▼

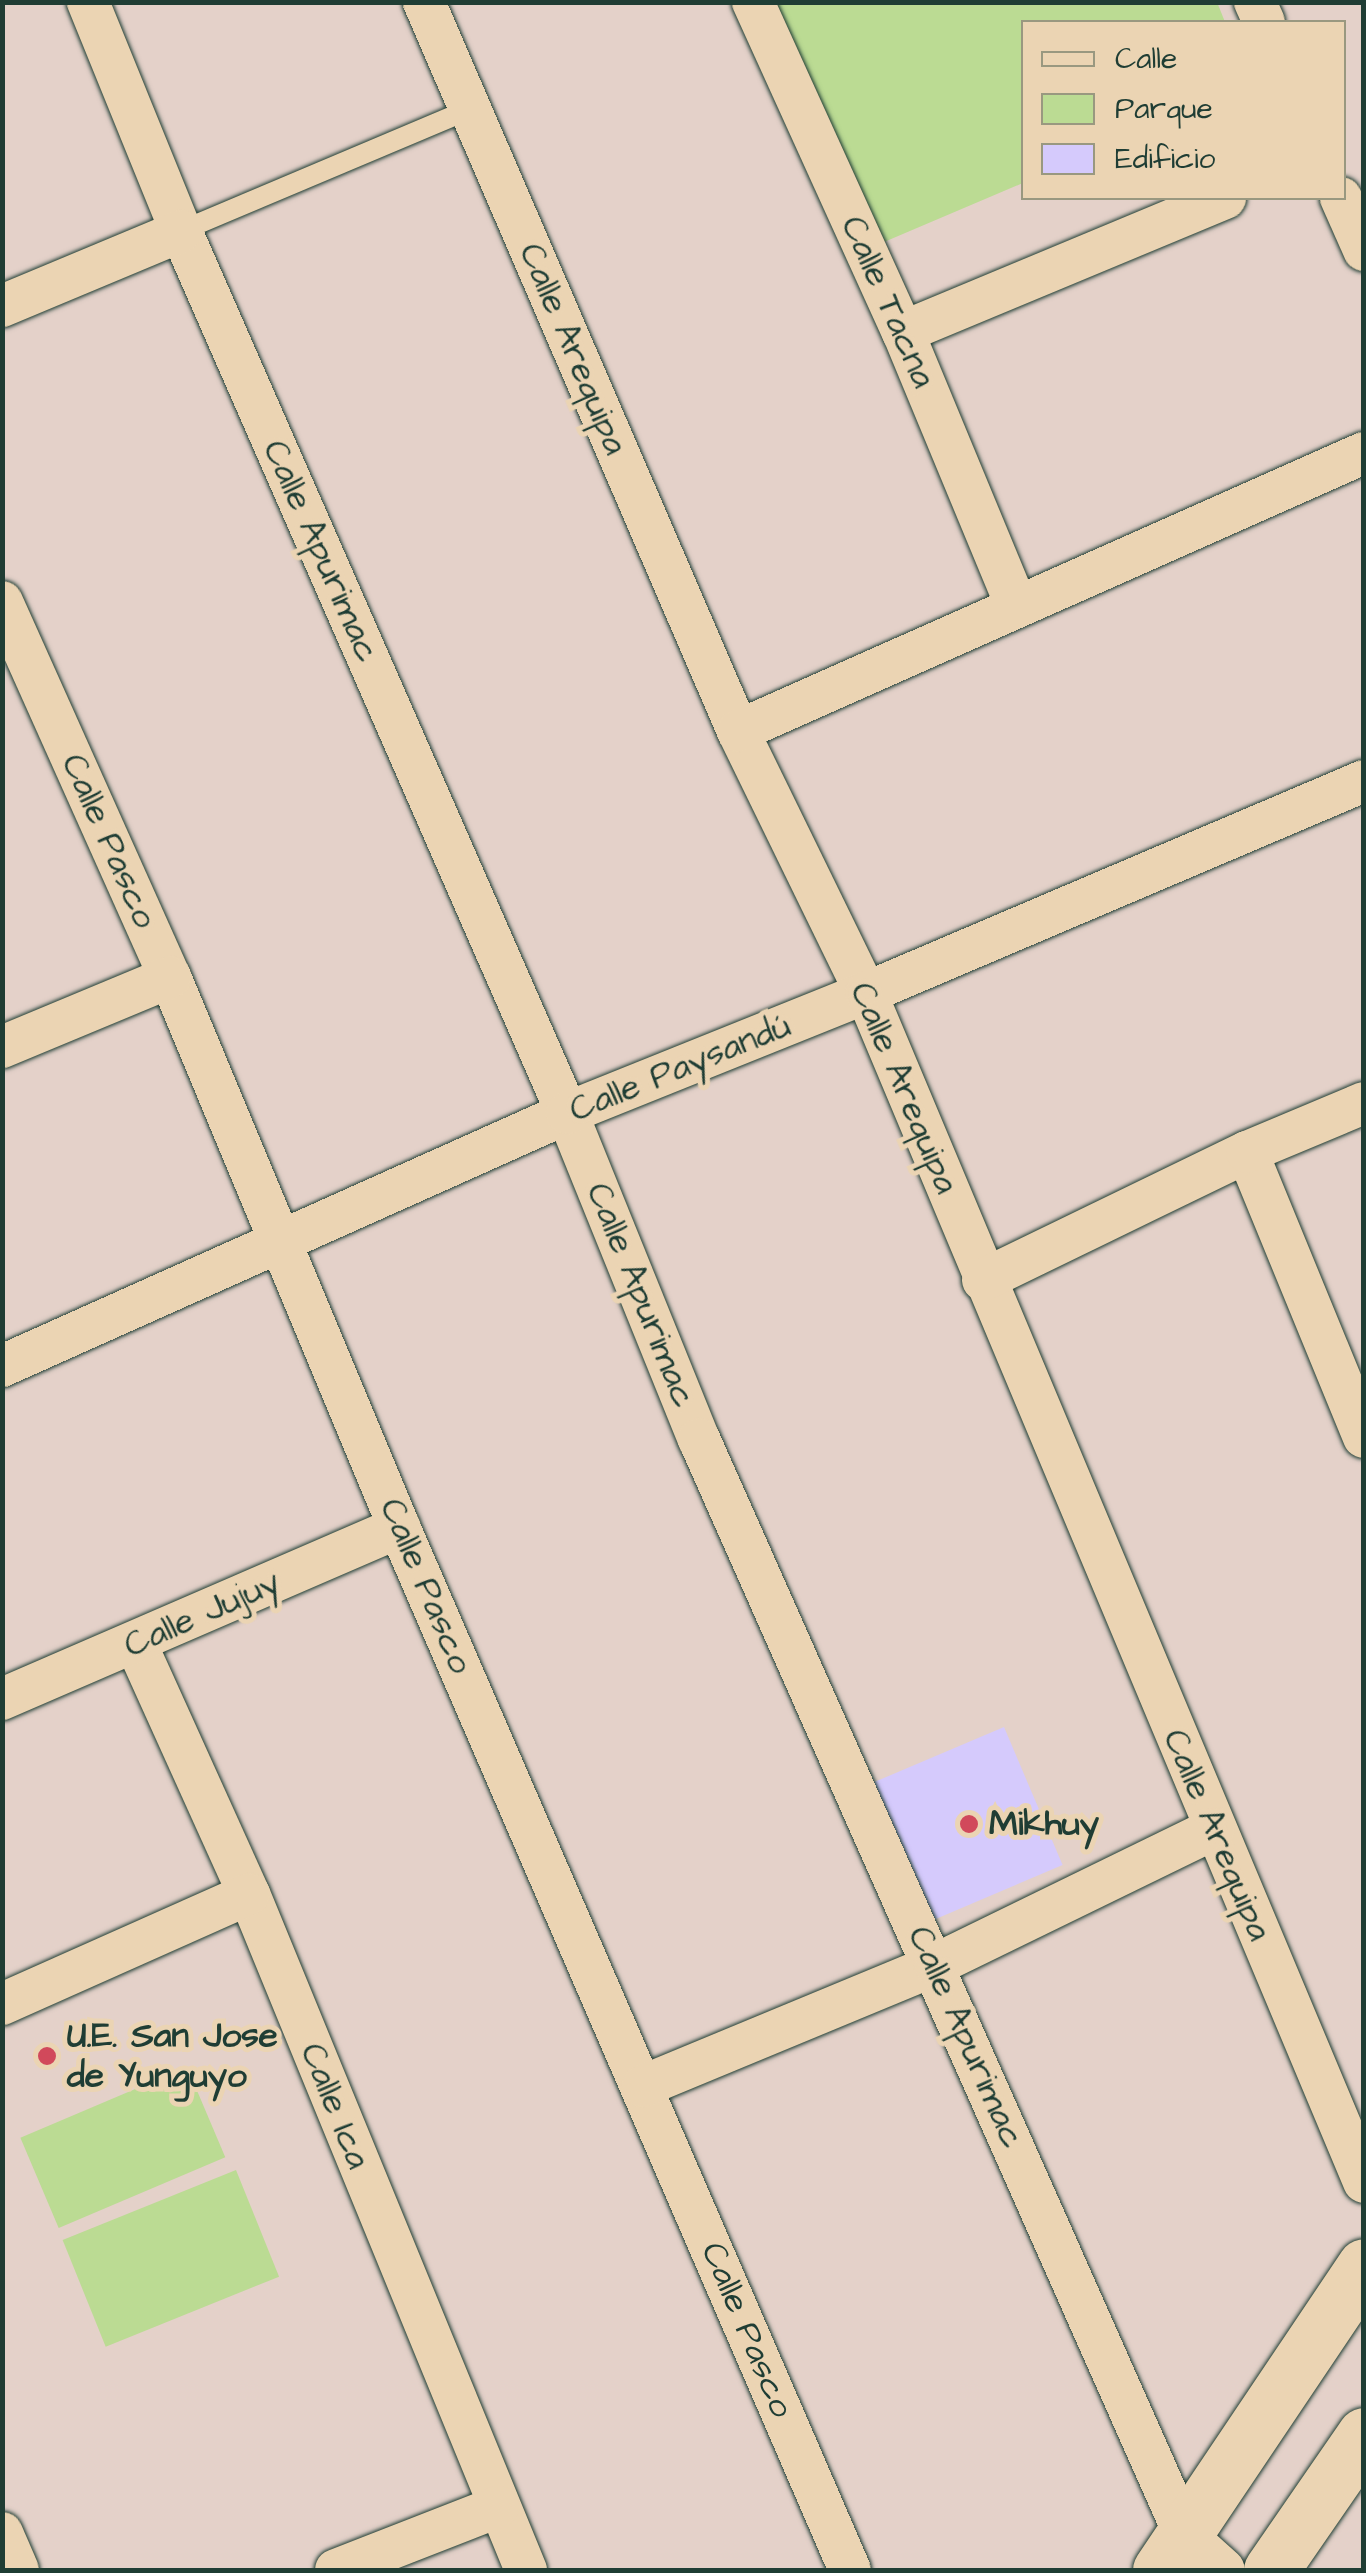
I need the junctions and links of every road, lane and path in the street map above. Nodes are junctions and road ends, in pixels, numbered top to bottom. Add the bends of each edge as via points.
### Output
1 (88, 2) edge
2 (424, 2) edge
3 (753, 2) edge
4 (470, 110) junction
5 (1220, 200) edge
6 (1342, 200) edge
7 (181, 231) junction
8 (1364, 250) edge
9 (2, 306) edge
10 (903, 332) junction
11 (1364, 453) edge
12 (2, 602) edge
13 (1016, 606) junction
14 (738, 731) junction
15 (1364, 781) edge
16 (170, 977) junction
17 (866, 993) junction
18 (2, 1047) edge
19 (1364, 1102) edge
20 (567, 1113) junction
21 (1248, 1152) junction
22 (283, 1240) junction
23 (983, 1280) junction
24 (2, 1366) edge
25 (1362, 1429) edge
26 (400, 1527) junction
27 (136, 1644) junction
28 (2, 1699) edge
29 (1214, 1829) junction
30 (249, 1894) junction
31 (935, 1966) junction
32 (2, 2004) edge
33 (643, 2086) junction
34 (1364, 2182) edge
35 (1364, 2266) edge
36 (1364, 2435) edge
37 (498, 2507) junction
38 (2, 2533) edge
39 (1190, 2559) edge
40 (18, 2570) edge
41 (336, 2570) edge
42 (526, 2570) edge
43 (850, 2570) edge
44 (1271, 2570) edge

1 - 7 street, Calle Apurimac
2 - 4 street, Calle Arequipa
3 - 10 street, Calle Tacna
4 - 7 lane
4 - 14 street, Calle Arequipa
5 - 10 street
6 - 8 street
7 - 9 street
7 - 20 street, Calle Apurimac
10 - 13 street, Calle Tacna
11 - 13 street
12 - 16 street, Calle Pasco
13 - 14 street
14 - 17 street, Calle Arequipa
15 - 17 street, Calle Paysandú
16 - 18 street
16 - 22 street, Calle Pasco
17 - 20 street, Calle Paysandú
17 - 23 street, Calle Arequipa
19 - 21 street
20 - 22 street, Calle Paysandú
20 - 31 street, Calle Apurimac via 699,1439
21 - 23 street
21 - 25 street
22 - 24 street, Calle Paysandú
22 - 26 street, Calle Pasco
23 - 29 street, Calle Arequipa
26 - 27 street, Calle Jujuy
26 - 33 street, Calle Pasco
27 - 28 street, Calle Jujuy
27 - 30 street, Calle Ica
29 - 31 street
29 - 34 street, Calle Arequipa
30 - 32 street
30 - 37 street, Calle Ica
31 - 33 street
31 - 39 street, Calle Apurimac
33 - 43 street, Calle Pasco
35 - 39 main road
36 - 44 main road
37 - 41 street
37 - 42 street, Calle Ica
38 - 40 street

▲

TASK OBJECTIVE:
State how many lines in the entries hold "Apurimac". Nothing should come before or after the number.

ANSWER TO THIS TASK:
4